Music has been an important part of Marc Black’s life since he was a young child growing up in the late 1950s.
“I was moved by the energy of early rock ’n’ roll,” Black said. “I was really affected by it, and wanted to be a part of it.”
While in high school in central New Jersey, he helped form a four-part harmony group called the Blades of Grass that signed a record contract in New York City.
Their version of the song “Happy” became a hit in some parts of the country in 1967, when the band members were still finishing high school.
During the late 1960s, the band shared the stage with such music heavyweights as the Doors, Van Morrison, Neil Diamond, and The 5th Dimension.
Black, who now lives in Westchester County, N.Y., will perform Saturday, April 25, at 1 p.m. at Shelton’s Plumb Memorial Library in a free concert sponsored by the Friends of the Shelton Libraries.
Insight into an era
Black, 66, will take audience members on a musical tour through the 1950 and ’60s in a one-man show. “I’ve picked out songs that are revealing of what we were going through then,” he said.
These will range from doo-wop to folk to pop, with tunes by artists as varied as Dean Martin and George Harrison. The songs will be familiar to most listeners.
“I’ll offer insight into our history through the lens of music,” Black said.
Black has made a living in the music field his entire life. He described his musical style as a mix of blues, folk and rock.
He’s been inducted in the New York Blues Hall of Fame and been named Folk Artist of the Year on ABC Radio.
For many years Black lived in Woodstock, N.Y., a rural town in upstate New York long known for its arts scene as well as for providing the name for the infamous 1969 outdoor music festival (which actually occurred in Bethel, N.Y.).
He’s also lived in Manhattan and written scores for TV commercials and films.
In the 1980s, Black won the American Library Association Award for best children’s album for producing American Children, a collaboration with such artists as Richie Havens, Taj Mahal and Maria Muldaur.
He’s also performed with Art Garfunkel and folk legend Pete Seeger, recorded with John Sebastian (the Lovin’ Spoonful) and Eric Weissberg (of Dueling Banjos fame), and played at the Sundance Film Festival.
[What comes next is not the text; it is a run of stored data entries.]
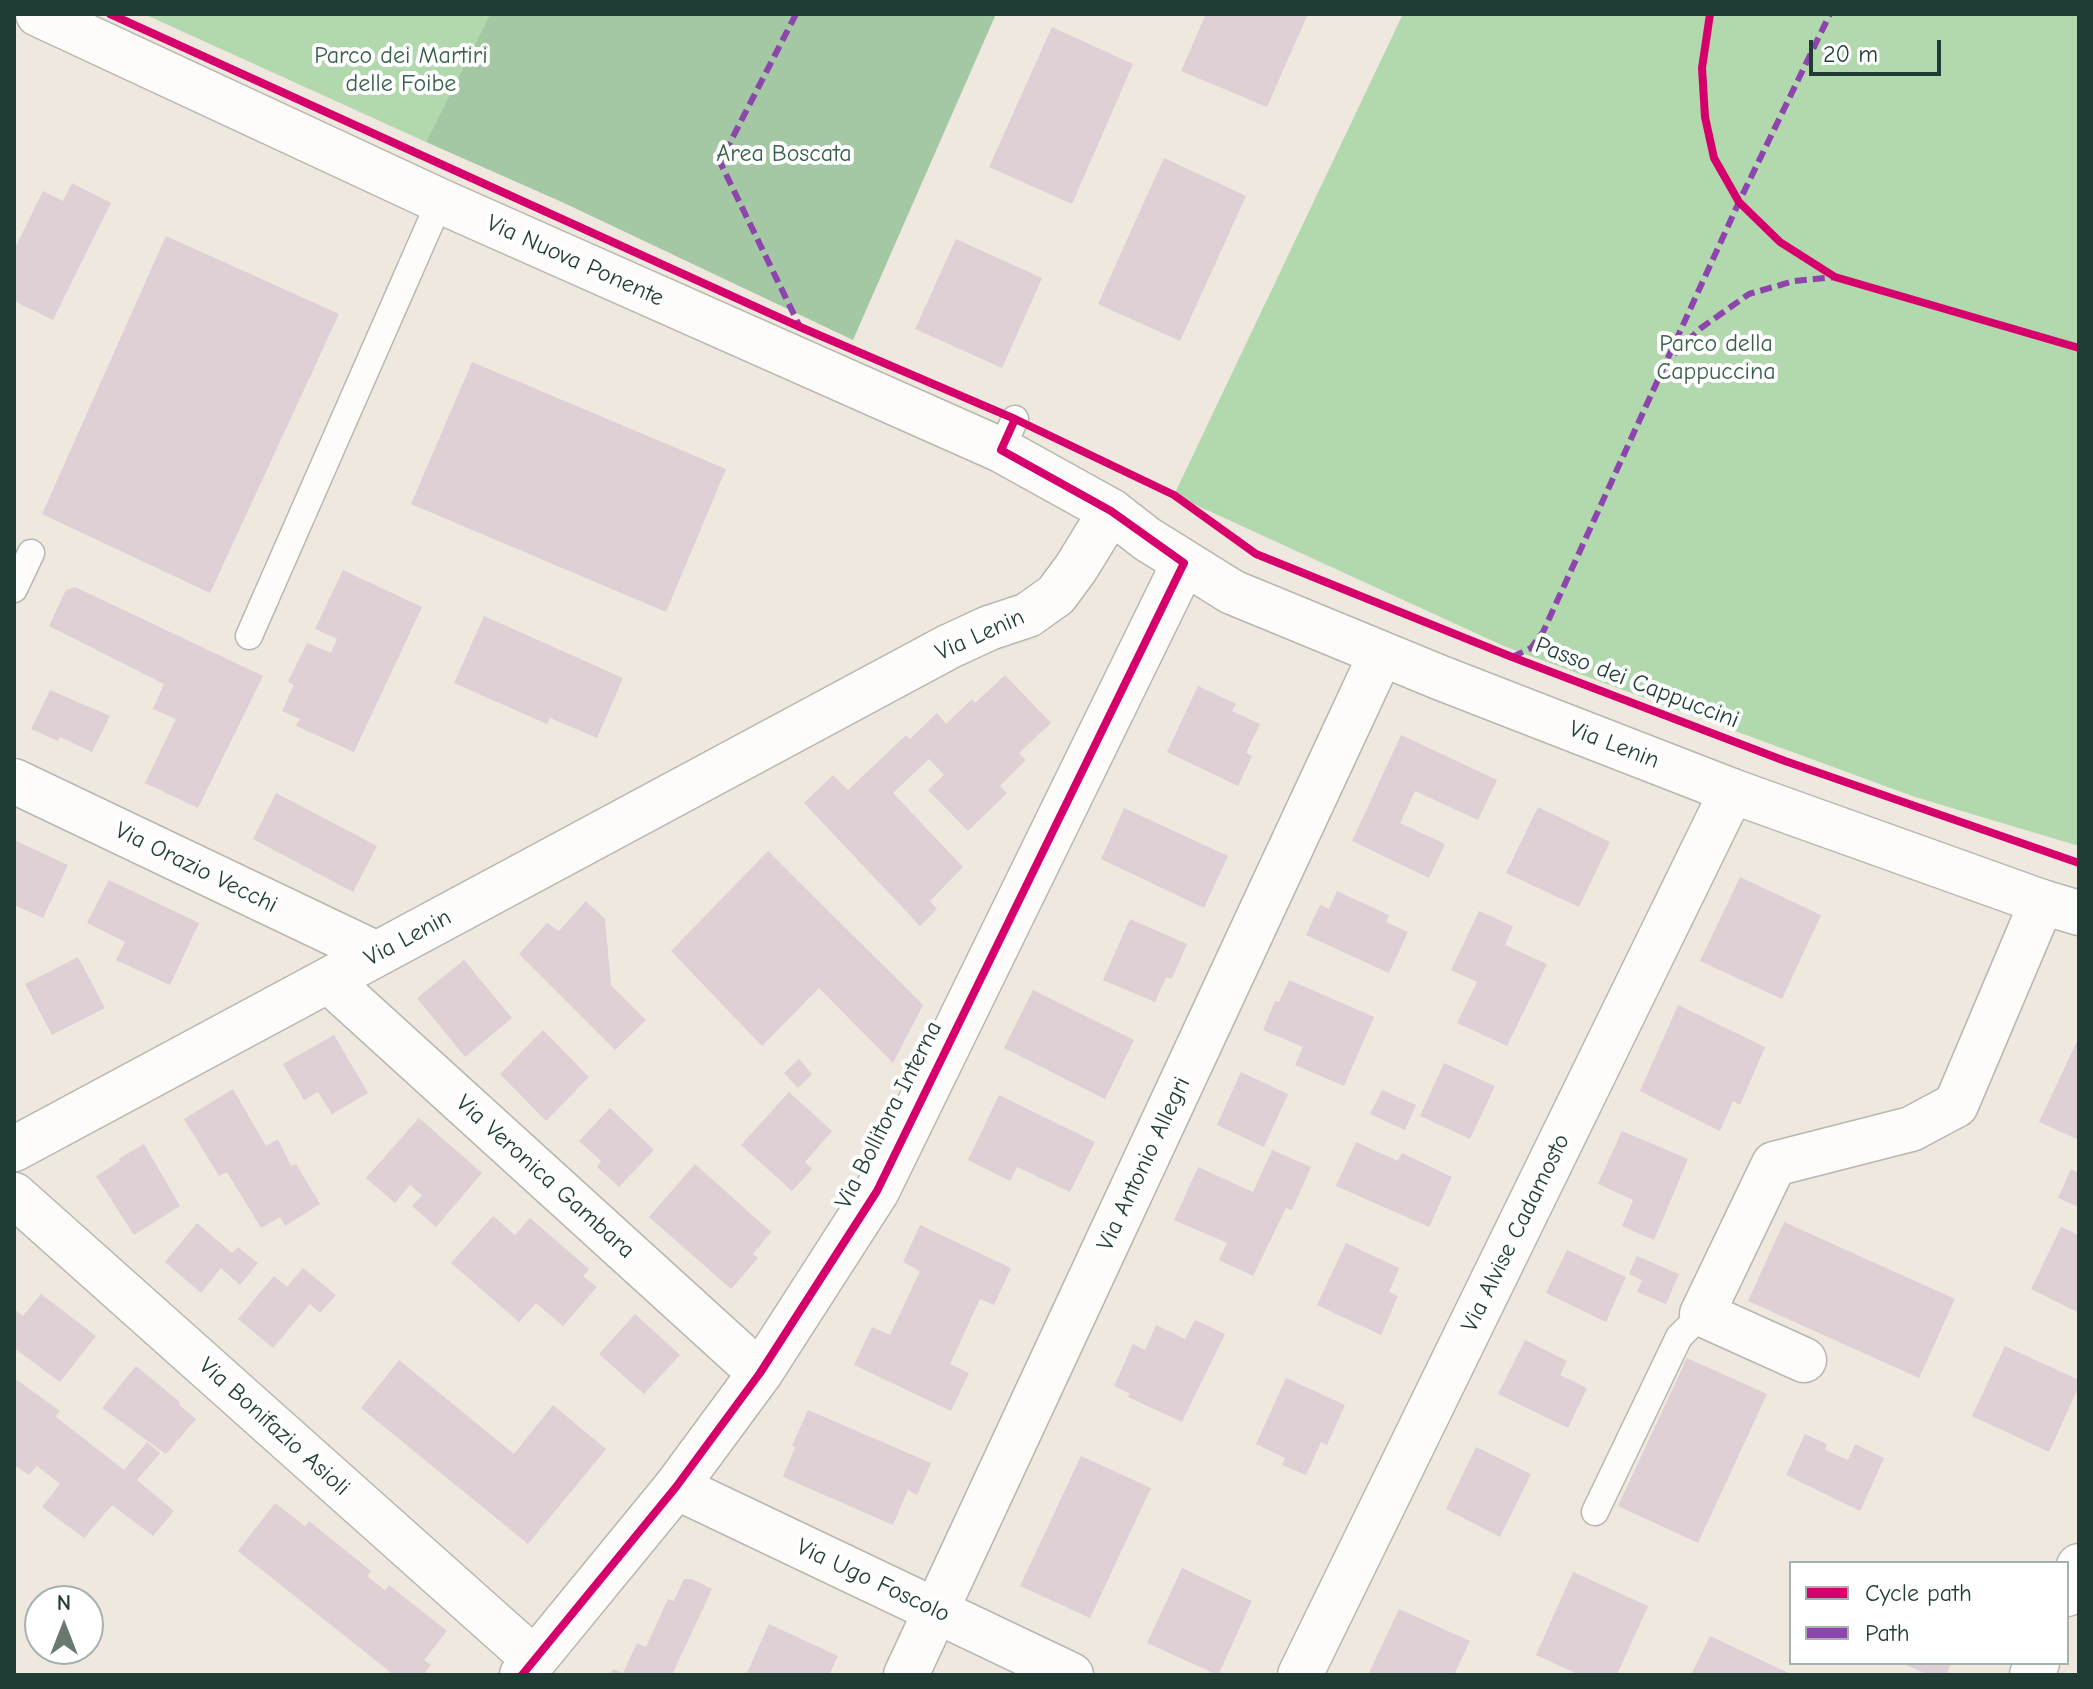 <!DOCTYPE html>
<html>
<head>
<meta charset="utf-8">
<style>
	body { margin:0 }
	#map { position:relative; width:2093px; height:1689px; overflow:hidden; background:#efe8de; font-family:"Comic Neue",sans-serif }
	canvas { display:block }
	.frame { position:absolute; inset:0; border:16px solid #1f3d34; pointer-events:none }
	.legend { position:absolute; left:1789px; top:1561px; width:280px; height:104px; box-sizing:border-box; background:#fff; border:2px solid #a5b1ae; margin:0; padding:10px 14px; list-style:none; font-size:24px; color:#1f3d34 }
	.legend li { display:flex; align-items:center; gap:16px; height:40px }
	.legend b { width:40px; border:2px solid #a5b1ae }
	.north { position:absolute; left:24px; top:1585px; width:80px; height:80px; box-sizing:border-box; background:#fff; border:2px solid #a5b1ae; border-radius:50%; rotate:0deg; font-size:22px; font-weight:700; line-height:32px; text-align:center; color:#1f3d34 }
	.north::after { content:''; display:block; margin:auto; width:28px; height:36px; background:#687970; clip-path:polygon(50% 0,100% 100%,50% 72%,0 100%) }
	.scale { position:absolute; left:1809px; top:40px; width:132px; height:36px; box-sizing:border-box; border:4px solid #1f3d34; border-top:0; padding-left:10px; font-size:24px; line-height:28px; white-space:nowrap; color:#1f3d34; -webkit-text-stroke:6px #fff; paint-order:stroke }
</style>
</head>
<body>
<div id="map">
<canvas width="2093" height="1689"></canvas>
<div class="frame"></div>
<ul class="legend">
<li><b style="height:10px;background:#d6006c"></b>Cycle path</li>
<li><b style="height:10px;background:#8e44ad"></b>Path</li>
</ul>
<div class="north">N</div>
<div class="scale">20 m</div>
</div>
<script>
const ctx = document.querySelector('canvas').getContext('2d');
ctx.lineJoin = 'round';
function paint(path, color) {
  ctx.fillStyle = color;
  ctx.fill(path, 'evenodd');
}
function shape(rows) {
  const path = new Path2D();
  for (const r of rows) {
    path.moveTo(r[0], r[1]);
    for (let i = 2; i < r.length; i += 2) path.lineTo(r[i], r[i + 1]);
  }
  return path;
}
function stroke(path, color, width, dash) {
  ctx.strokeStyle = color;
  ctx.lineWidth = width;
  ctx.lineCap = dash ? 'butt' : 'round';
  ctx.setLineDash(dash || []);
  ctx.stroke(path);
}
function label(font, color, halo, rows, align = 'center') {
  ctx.font = font + ' "Comic Neue",sans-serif';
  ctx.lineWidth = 8;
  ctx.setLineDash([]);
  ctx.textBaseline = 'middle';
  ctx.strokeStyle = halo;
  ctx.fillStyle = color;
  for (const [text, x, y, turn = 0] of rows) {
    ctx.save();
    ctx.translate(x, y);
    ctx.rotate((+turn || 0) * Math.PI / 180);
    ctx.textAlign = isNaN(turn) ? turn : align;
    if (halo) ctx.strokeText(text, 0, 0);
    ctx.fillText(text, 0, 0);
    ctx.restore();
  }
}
paint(shape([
	[144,14,490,14,426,142],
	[1403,14,2079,14,2079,846,1915,797,1506,647,1174,495]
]), '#b2d8ae');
paint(shape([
	[490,14,996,14,853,340,564,203,426,142]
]), '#a5c8a4');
paint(shape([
	[1206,14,1308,14,1267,107,1181,71],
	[1052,27,1133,64,1072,204,989,167],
	[1164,158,1246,196,1180,341,1098,304],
	[72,183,111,203,53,320,14,301,14,250,43,191,63,201],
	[166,236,339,314,210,593,42,514],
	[956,239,1042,278,1002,368,915,329],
	[472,362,726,469,666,612,411,504],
	[343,570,422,607,354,752,296,726,300,719,282,711,294,685,288,682,307,643,331,653,337,639,315,629],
	[75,587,263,676,198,808,145,783,176,719,153,709,164,684,49,626,66,590],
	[484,616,623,678,597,738,550,718,547,724,454,683],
	[1005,675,1051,723,1019,753,1026,760,1000,786,1007,793,968,831,928,790,944,775,929,759,893,793,963,867,930,901,937,909,920,926,804,803,833,775,848,790,906,735,910,739,937,713,946,724,972,699,975,703],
	[1198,686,1236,704,1232,711,1260,724,1246,753,1252,756,1238,786,1167,752],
	[50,690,110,716,92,752,60,737,58,741,31,729],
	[1401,735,1497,780,1478,820,1415,791,1400,823,1445,844,1429,878,1352,841],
	[276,793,377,846,353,892,253,839],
	[1538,807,1610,842,1579,907,1506,873],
	[1124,808,1228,856,1204,908,1101,859],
	[14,840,68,865,43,918,14,905],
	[768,851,923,1005,893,1063,819,988,762,1046,671,951],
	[1740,877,1821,915,1782,999,1700,961],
	[109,880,199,923,170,985,116,960,125,942,87,923],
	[1337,891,1389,915,1386,922,1408,932,1389,973,1306,935,1320,905,1329,909],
	[586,901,605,919,611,985,646,1020,615,1050,519,954,547,923,559,931],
	[1479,911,1513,926,1505,945,1547,964,1507,1046,1457,1023,1477,982,1451,970],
	[1130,919,1187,944,1172,979,1166,977,1155,1002,1103,980],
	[78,957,105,1008,52,1035,25,984],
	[464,960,512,1018,465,1057,417,998],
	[1289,980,1374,1017,1344,1086,1295,1065,1303,1047,1263,1030,1275,1001,1279,1002],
	[1033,990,1134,1040,1105,1099,1004,1048],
	[1678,1005,1765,1047,1740,1105,1733,1101,1720,1131,1640,1091],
	[543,1030,589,1077,546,1121,500,1074],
	[334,1035,368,1093,332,1114,318,1092,304,1100,283,1064],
	[2079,1037,2079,1140,2039,1122],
	[799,1059,812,1074,798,1088,784,1073],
	[1444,1063,1495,1086,1470,1139,1420,1116],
	[1241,1072,1288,1094,1264,1147,1217,1125],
	[233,1089,266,1146,278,1139,291,1166,296,1164,320,1204,285,1226,280,1217,261,1228,227,1172,219,1176,184,1119],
	[1382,1090,1416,1105,1405,1130,1370,1114],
	[789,1092,832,1131,805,1162,812,1169,792,1191,741,1145],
	[999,1095,1095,1142,1070,1192,1017,1167,1010,1181,968,1160],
	[610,1108,654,1150,619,1187,597,1167,601,1161,579,1141],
	[419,1118,482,1173,436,1227,412,1206,422,1195,410,1185,395,1203,366,1178],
	[1622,1131,1688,1159,1654,1240,1622,1226,1633,1200,1598,1184],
	[1356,1142,1398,1161,1402,1153,1452,1177,1429,1227,1336,1186],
	[144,1144,180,1206,134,1235,96,1176,120,1161,118,1159],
	[1272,1150,1311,1167,1292,1210,1286,1208,1253,1276,1219,1260,1227,1243,1174,1220,1198,1167,1253,1192],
	[695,1164,771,1232,753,1254,758,1258,731,1289,649,1217],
	[2071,1169,2079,1173,2079,1207,2058,1198],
	[493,1216,515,1235,530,1218,589,1269,583,1276,597,1287,563,1326,536,1303,519,1322,451,1263],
	[1784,1222,1955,1299,1919,1378,1748,1301],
	[197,1223,232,1253,238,1247,258,1263,240,1285,221,1268,201,1293,165,1262],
	[920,1225,1011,1268,994,1305,980,1299,950,1364,969,1373,951,1411,854,1365,872,1327,890,1335,920,1271,903,1262],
	[2061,1227,2079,1235,2079,1313,2031,1289],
	[1346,1243,1399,1268,1389,1292,1398,1296,1381,1335,1317,1305],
	[1567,1250,1626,1277,1606,1322,1546,1293],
	[1637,1256,1679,1274,1666,1304,1637,1292,1642,1280,1629,1274],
	[303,1268,336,1295,320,1313,310,1304,273,1348,238,1319,274,1276,287,1287],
	[41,1294,96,1336,60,1382,14,1348,14,1309,23,1316],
	[635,1314,680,1355,644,1394,599,1354],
	[1195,1320,1225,1334,1182,1422,1128,1397,1130,1394,1114,1386,1133,1344,1145,1350,1156,1325,1185,1339],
	[1525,1340,1567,1361,1560,1375,1587,1388,1568,1428,1498,1394],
	[2005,1346,2079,1380,2079,1386,2049,1452,1972,1416],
	[1687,1358,1767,1394,1698,1543,1618,1506],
	[399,1360,514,1454,553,1405,606,1449,528,1544,361,1408],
	[136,1366,180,1402,179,1405,196,1419,166,1454,102,1408],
	[1286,1378,1345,1405,1327,1445,1321,1442,1306,1475,1282,1465,1285,1458,1256,1444],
	[17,1380,60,1411,55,1416,124,1470,147,1442,160,1453,137,1480,174,1511,153,1536,112,1505,84,1538,42,1507,60,1484,37,1466,29,1475,14,1465,14,1383],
	[808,1410,931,1463,917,1495,908,1490,893,1525,783,1477,795,1447,792,1446],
	[1805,1434,1827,1444,1825,1450,1848,1460,1855,1444,1884,1458,1860,1511,1786,1475],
	[1476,1447,1531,1474,1500,1537,1446,1509],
	[1081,1456,1151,1488,1090,1618,1020,1586],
	[275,1503,305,1526,309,1521,371,1571,367,1576,385,1590,389,1585,447,1631,424,1660,431,1665,423,1675,394,1675,238,1551],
	[1182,1568,1252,1601,1218,1675,1147,1643],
	[1573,1572,1648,1606,1617,1675,1580,1675,1536,1655],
	[684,1579,692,1579,712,1589,672,1675,610,1675,613,1669,623,1673,637,1643,646,1647,668,1599,674,1601],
	[1399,1609,1470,1641,1454,1675,1368,1675],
	[769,1624,838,1656,829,1675,746,1675],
	[1710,1636,1793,1675,1691,1675],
	[1901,1663,1951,1663,1946,1675,1929,1675]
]), '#ded0d5');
const service = shape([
	[1001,450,1015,419],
	[14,589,31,553],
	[249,636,440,201],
	[1595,1512,1679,1337,1702,1314]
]);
const minor = shape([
	[14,781,377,954],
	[329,981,760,1373],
	[14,1149,948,647,989,628,1028,615,1056,595,1076,568,1111,511],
	[14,1195,534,1659],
	[1804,1360,1702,1314,1774,1164,1911,1129,1956,1105,2042,902],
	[676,1487,1071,1675],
	[2067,1594,2079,1566],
	[906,1675,1381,654],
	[1300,1675,1732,791],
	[2032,1675,2037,1663]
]);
const tertiary = shape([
	[38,14,440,201,1001,450,1111,511,1147,539,1232,592,1441,678,1732,791,2042,902,2079,913],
	[522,1675,676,1487,760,1373,877,1191,1184,563]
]);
stroke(service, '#b9b6b0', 29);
stroke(minor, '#b9b6b0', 47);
stroke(tertiary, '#b9b6b0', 47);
stroke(service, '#fdfcfa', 26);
stroke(minor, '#fdfcfa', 44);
stroke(tertiary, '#fdfcfa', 44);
stroke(shape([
	[796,14,720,162,800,327],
	[1674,354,1701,328,1749,294,1794,281,1835,277],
	[1512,657,1531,648,1543,632,1739,202,1830,14]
]), '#8e44ad', 6, [12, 6]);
stroke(shape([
	[110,14,800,327,1015,419,1174,495,1256,554,1512,657,1785,761,2079,863],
	[1710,14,1702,68,1705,117,1714,158,1739,202,1780,242,1835,277,2079,348],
	[522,1675,676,1487,760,1373,877,1191,1184,563,1111,511,1001,450,1015,419]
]), '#d6006c', 8);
label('24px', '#376049', '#fff', [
	["Parco dei Martiri",401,56],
	["delle Foibe",401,84],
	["Area Boscata",784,154],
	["Parco della",1716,344],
	["Cappuccina",1716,372]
]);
label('24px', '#1f3d34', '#fff', [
	["Via Nuova Ponente",575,261,24],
	["Via Lenin",980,635,-24],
	["Passo dei Cappuccini",1637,683,21],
	["Via Lenin",1614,745,21],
	["Via Orazio Vecchi",196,868,26],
	["Via Lenin",408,938,-28],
	["Via Bollitora Interna",889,1115,-63],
	["Via Antonio Allegri",1144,1164,-65],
	["Via Veronica Gambara",545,1177,42],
	["Via Alvise Cadamosto",1516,1233,-64],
	["Via Bonifazio Asioli",274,1427,42],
	["Via Ugo Foscolo",873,1581,25]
]);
</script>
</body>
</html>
Started with a $6 guitar from his parents
It all began as a youngster when his parents bought him a $6 guitar. Black would regularly purchase 45 rpm records, “take them into my playroom, and pretend to play and sing along. I was hooked.”
He still owns and uses some of the same guitars he purchased in the late 1960s, when he was with the Blades of Grass.
His music often deals with social issues, and he’s most closely associated with environmental activism.
Black now spends most of his time on the road, playing festivals, clubs, arts centers, libraries, and house concerts.
He said he likes traveling around to perform intimate shows like the upcoming one in Shelton. “I get to meet new people and see new places,” Black said.